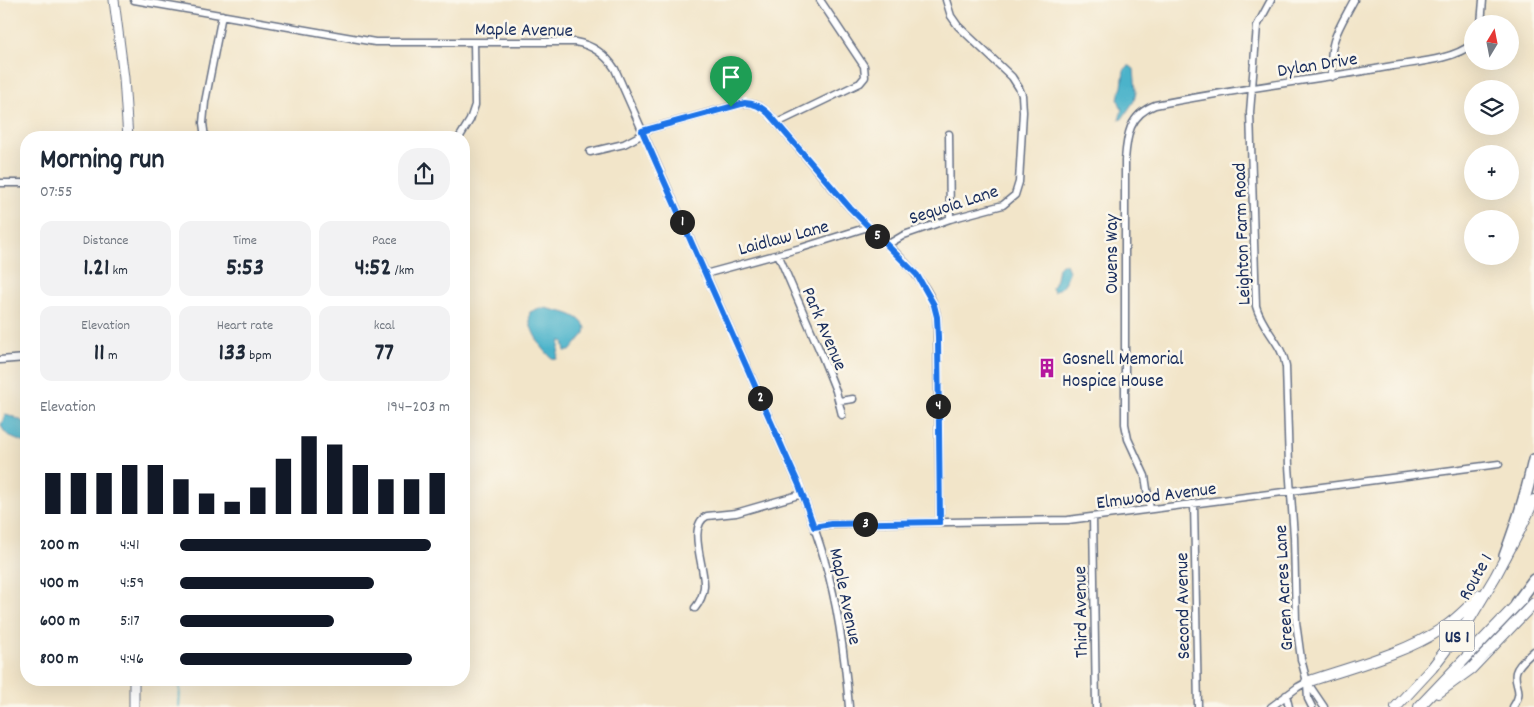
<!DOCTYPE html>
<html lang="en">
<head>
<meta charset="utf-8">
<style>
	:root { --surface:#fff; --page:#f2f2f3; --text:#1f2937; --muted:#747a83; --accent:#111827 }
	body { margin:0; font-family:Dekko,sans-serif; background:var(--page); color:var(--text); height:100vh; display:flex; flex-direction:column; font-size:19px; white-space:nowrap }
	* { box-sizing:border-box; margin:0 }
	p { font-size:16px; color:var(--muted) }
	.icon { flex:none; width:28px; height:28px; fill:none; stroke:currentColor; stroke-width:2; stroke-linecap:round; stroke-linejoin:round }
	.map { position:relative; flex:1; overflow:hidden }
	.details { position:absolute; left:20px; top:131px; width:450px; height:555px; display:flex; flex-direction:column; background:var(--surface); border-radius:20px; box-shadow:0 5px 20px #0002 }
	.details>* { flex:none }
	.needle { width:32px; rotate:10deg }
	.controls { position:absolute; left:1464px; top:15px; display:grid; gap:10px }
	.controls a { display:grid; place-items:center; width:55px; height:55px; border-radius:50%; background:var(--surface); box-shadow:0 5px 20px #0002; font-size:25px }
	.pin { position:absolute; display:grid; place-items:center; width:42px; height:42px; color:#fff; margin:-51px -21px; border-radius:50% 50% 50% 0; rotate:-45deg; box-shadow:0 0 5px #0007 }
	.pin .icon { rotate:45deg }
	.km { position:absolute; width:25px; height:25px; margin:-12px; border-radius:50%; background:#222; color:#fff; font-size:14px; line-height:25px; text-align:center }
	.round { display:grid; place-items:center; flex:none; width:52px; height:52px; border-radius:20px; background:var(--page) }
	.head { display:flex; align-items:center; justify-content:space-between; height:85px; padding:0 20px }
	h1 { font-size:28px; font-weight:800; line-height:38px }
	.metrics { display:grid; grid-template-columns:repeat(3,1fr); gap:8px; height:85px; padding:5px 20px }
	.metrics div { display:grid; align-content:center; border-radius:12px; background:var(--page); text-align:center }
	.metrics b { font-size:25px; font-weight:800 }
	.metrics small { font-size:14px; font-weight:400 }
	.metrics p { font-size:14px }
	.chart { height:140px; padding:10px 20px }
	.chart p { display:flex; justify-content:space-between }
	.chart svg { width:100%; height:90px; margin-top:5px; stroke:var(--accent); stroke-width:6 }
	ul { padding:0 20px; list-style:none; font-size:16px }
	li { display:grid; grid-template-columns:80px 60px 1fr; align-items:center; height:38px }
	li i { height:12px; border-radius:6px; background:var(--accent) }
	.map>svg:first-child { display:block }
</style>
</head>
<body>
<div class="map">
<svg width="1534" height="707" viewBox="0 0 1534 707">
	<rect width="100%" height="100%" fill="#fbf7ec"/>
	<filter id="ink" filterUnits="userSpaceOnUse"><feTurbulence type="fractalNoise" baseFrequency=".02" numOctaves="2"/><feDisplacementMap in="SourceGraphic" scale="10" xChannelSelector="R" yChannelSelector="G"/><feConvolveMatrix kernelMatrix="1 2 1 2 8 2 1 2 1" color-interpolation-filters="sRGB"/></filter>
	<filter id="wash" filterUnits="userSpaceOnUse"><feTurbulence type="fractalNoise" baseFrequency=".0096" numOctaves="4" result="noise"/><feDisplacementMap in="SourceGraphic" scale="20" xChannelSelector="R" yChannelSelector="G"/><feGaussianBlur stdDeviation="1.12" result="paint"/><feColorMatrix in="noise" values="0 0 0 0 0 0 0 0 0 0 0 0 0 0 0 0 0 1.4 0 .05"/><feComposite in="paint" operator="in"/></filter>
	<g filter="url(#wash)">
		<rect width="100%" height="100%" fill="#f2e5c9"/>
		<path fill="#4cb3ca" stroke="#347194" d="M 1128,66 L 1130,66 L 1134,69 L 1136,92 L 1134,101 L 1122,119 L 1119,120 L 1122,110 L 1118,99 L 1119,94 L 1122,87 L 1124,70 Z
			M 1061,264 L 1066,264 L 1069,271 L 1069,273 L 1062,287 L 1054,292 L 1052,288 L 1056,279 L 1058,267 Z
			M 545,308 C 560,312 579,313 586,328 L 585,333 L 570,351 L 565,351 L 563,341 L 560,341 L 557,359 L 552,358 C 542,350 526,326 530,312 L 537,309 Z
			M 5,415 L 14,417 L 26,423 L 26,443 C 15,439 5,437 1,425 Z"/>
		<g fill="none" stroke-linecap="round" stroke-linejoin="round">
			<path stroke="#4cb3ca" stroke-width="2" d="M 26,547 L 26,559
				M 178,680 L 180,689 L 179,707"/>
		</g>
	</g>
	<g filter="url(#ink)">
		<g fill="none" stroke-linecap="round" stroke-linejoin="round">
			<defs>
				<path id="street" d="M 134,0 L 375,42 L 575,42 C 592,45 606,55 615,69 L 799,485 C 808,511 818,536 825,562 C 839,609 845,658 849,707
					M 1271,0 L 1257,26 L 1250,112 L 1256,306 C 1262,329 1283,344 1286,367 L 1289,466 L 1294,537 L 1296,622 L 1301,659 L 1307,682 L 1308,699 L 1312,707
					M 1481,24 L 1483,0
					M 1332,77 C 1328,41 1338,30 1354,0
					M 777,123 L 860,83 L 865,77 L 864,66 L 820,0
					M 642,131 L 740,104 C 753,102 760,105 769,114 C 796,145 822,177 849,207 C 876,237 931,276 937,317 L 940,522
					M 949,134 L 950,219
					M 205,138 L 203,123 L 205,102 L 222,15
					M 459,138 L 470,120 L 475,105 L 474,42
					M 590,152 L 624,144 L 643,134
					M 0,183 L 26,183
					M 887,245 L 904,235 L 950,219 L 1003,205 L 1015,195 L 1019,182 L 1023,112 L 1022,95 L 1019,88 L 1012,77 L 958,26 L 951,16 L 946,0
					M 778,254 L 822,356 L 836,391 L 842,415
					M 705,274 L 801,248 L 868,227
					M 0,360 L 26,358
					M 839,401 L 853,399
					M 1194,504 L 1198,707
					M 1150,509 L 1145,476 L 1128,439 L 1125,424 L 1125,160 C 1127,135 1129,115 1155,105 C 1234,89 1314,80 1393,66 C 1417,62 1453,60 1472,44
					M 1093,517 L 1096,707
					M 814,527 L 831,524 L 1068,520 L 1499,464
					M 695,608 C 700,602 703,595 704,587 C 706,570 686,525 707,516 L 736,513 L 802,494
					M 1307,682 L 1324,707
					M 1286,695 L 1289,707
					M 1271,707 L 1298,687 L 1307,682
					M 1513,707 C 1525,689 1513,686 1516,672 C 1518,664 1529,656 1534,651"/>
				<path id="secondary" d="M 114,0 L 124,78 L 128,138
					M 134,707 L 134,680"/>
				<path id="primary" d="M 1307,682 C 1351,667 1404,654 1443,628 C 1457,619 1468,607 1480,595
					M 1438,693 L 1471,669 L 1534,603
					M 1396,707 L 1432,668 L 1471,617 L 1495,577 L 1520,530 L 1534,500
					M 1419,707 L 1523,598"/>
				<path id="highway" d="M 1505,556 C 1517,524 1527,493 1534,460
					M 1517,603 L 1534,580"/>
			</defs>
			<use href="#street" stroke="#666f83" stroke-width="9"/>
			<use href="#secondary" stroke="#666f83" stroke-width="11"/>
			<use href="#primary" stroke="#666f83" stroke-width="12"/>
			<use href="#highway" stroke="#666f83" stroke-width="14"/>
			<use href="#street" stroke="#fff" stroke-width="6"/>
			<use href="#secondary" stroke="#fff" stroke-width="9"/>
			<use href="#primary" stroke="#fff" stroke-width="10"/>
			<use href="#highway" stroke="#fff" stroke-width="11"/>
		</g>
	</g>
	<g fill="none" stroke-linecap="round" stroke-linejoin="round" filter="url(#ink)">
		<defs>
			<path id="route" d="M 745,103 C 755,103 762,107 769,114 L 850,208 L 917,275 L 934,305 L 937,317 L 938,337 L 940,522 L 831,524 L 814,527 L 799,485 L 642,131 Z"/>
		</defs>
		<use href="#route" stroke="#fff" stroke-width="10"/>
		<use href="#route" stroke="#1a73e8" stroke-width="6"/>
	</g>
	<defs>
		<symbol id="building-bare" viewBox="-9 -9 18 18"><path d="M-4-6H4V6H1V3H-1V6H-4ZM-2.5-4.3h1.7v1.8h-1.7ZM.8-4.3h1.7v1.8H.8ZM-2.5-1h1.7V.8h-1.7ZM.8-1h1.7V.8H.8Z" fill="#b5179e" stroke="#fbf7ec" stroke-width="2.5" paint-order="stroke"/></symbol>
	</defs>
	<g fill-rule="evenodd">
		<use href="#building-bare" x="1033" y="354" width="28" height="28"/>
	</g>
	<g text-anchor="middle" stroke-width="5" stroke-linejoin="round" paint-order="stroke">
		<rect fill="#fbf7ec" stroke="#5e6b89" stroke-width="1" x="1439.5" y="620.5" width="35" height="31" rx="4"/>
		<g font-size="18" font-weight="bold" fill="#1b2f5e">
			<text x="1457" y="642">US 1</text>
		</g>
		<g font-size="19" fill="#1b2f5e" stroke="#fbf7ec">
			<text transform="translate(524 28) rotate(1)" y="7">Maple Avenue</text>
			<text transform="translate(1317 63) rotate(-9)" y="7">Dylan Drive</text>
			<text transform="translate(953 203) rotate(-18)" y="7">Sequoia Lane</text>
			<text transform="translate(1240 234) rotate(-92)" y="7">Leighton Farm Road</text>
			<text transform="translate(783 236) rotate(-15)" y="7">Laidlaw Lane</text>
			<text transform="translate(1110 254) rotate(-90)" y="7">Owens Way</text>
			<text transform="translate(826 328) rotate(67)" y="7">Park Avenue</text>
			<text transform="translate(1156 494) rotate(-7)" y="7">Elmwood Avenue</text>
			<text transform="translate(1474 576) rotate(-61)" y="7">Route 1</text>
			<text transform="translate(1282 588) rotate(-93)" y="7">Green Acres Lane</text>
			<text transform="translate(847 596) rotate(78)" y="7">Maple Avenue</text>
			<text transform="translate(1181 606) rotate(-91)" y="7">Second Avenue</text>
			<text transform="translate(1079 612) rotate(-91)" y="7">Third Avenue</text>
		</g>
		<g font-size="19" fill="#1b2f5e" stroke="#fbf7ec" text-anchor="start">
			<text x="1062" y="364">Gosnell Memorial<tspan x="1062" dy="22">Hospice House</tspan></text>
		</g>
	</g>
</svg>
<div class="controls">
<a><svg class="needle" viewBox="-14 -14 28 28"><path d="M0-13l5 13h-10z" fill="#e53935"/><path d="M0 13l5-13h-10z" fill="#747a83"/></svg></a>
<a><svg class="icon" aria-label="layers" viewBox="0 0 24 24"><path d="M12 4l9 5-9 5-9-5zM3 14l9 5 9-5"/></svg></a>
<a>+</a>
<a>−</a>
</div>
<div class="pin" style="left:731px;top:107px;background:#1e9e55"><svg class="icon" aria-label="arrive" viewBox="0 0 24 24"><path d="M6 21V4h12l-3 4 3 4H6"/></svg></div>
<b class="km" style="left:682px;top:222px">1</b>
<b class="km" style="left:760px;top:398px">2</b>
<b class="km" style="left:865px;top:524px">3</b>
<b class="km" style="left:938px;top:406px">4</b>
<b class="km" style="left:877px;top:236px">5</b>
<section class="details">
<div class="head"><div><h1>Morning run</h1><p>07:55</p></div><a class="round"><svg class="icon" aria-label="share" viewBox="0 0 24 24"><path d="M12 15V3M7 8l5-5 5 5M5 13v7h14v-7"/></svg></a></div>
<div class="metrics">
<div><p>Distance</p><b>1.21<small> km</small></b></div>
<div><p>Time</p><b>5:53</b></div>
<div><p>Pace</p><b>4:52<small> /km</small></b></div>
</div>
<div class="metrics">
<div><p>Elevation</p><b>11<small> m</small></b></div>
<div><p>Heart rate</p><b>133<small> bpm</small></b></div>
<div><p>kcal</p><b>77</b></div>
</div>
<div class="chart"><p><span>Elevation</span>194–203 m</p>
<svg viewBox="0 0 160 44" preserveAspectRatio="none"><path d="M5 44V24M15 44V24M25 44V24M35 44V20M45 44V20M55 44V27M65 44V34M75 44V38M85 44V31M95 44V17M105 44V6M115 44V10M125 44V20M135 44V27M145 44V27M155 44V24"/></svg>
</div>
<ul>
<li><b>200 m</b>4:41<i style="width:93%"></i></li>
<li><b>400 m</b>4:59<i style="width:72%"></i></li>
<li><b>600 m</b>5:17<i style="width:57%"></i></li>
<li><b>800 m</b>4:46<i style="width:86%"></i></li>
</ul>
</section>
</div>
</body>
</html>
==
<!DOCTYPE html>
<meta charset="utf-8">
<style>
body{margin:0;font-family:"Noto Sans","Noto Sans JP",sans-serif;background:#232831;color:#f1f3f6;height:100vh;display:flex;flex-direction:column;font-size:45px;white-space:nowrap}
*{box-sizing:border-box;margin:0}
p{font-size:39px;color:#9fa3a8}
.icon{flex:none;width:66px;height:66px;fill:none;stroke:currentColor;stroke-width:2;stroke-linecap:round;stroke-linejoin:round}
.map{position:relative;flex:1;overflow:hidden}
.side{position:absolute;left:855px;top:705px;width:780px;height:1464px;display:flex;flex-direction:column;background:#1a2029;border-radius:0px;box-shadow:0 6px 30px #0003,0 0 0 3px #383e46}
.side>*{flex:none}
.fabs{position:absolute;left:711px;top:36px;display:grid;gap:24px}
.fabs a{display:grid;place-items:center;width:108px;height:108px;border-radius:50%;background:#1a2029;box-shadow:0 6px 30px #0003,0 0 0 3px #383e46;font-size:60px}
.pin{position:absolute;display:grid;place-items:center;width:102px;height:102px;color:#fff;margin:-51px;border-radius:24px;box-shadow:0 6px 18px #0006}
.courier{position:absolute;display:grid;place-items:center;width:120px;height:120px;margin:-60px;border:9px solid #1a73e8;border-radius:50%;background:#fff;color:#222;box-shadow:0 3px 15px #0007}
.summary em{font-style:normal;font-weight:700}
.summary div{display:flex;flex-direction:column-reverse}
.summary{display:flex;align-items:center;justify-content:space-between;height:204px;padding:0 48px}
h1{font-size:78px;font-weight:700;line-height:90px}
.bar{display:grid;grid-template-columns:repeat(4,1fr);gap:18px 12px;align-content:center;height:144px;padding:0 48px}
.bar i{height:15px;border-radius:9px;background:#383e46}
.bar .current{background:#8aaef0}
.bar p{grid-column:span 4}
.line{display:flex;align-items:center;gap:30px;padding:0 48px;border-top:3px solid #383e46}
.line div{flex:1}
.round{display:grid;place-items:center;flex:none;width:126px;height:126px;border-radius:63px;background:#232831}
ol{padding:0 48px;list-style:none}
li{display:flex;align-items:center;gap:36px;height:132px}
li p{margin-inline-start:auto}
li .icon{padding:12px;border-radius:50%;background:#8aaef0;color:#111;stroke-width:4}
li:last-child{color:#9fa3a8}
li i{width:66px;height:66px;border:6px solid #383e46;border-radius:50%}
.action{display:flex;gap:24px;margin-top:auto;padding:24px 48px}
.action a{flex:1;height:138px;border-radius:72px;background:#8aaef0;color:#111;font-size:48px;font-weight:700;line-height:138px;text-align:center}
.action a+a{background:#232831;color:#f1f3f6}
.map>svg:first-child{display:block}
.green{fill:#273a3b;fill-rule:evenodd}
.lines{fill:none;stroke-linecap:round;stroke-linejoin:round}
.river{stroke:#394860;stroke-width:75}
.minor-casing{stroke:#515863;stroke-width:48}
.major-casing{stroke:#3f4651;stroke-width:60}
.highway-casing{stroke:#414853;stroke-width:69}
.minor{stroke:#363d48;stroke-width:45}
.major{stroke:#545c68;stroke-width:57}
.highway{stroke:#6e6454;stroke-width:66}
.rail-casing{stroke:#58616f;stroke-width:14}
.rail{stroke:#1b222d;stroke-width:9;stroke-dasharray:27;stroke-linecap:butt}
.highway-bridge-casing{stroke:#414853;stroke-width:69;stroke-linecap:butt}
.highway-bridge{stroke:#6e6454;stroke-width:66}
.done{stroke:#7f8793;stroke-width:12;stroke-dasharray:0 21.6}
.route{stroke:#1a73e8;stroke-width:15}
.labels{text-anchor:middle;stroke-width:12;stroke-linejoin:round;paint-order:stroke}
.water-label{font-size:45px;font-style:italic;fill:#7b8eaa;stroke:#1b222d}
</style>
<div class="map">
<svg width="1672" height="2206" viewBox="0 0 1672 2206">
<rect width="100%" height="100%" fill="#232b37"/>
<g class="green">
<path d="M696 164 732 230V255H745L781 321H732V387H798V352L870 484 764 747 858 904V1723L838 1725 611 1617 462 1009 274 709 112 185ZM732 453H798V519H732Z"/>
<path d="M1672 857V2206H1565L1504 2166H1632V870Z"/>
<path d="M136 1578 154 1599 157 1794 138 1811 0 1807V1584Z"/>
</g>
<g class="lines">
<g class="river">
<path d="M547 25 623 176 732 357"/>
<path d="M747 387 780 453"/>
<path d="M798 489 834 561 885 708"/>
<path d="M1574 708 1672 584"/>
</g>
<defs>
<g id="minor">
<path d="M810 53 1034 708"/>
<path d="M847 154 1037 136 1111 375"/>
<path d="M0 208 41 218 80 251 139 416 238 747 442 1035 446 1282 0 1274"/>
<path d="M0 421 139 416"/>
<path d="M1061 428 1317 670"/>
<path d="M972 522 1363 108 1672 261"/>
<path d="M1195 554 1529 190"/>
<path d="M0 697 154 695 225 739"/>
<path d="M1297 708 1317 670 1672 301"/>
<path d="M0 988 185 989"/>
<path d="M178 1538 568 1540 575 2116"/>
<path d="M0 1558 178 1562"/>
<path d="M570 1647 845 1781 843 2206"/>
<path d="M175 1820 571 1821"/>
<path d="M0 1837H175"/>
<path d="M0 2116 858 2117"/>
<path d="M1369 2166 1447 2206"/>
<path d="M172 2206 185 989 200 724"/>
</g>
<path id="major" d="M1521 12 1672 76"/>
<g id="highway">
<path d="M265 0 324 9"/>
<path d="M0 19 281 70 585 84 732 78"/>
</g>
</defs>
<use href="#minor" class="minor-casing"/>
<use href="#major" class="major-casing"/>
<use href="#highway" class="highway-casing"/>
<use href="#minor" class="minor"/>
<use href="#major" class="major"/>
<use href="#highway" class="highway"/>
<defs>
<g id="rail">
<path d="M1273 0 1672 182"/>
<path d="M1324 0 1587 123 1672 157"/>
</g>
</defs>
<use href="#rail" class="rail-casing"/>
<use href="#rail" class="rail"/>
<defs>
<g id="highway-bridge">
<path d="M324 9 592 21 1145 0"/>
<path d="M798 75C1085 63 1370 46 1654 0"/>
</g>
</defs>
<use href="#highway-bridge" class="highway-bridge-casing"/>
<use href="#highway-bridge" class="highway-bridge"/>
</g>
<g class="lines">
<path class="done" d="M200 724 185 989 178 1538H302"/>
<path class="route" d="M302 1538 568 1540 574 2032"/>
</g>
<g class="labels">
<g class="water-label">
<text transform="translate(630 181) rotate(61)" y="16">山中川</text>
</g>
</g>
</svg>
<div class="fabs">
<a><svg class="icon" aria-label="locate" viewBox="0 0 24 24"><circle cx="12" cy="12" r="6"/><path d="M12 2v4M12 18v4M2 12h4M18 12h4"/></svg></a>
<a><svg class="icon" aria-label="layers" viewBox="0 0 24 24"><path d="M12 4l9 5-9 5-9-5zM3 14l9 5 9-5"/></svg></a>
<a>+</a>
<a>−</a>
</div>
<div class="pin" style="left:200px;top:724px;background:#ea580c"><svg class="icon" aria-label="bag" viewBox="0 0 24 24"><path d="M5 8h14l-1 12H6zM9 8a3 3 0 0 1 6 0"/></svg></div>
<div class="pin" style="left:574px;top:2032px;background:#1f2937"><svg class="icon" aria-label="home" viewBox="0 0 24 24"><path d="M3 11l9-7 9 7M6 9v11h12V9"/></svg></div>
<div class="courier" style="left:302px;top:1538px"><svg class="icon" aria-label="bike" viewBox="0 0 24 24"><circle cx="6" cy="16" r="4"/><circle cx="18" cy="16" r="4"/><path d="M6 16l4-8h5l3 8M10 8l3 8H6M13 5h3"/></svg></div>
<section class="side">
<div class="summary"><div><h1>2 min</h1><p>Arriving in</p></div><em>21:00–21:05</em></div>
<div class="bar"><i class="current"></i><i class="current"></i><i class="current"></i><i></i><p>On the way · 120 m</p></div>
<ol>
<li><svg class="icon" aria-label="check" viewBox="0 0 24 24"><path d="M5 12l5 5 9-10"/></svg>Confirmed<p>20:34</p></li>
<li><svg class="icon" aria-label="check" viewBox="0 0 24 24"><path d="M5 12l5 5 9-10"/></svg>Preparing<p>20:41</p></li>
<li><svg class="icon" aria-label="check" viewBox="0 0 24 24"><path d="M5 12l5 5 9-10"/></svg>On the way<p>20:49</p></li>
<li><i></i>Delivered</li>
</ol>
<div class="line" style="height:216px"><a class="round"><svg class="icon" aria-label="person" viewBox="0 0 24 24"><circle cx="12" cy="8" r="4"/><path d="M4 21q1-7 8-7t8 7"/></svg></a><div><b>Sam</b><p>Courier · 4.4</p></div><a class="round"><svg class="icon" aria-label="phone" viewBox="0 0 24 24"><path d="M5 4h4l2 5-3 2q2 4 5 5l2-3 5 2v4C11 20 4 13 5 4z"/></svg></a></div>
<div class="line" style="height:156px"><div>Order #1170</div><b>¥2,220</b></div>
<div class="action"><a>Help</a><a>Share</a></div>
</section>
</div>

Assigned task: Search the material above for "sizing". Pull out each line where it shows up.

Result:
	* { box-sizing:border-box; margin:0 }
*{box-sizing:border-box;margin:0}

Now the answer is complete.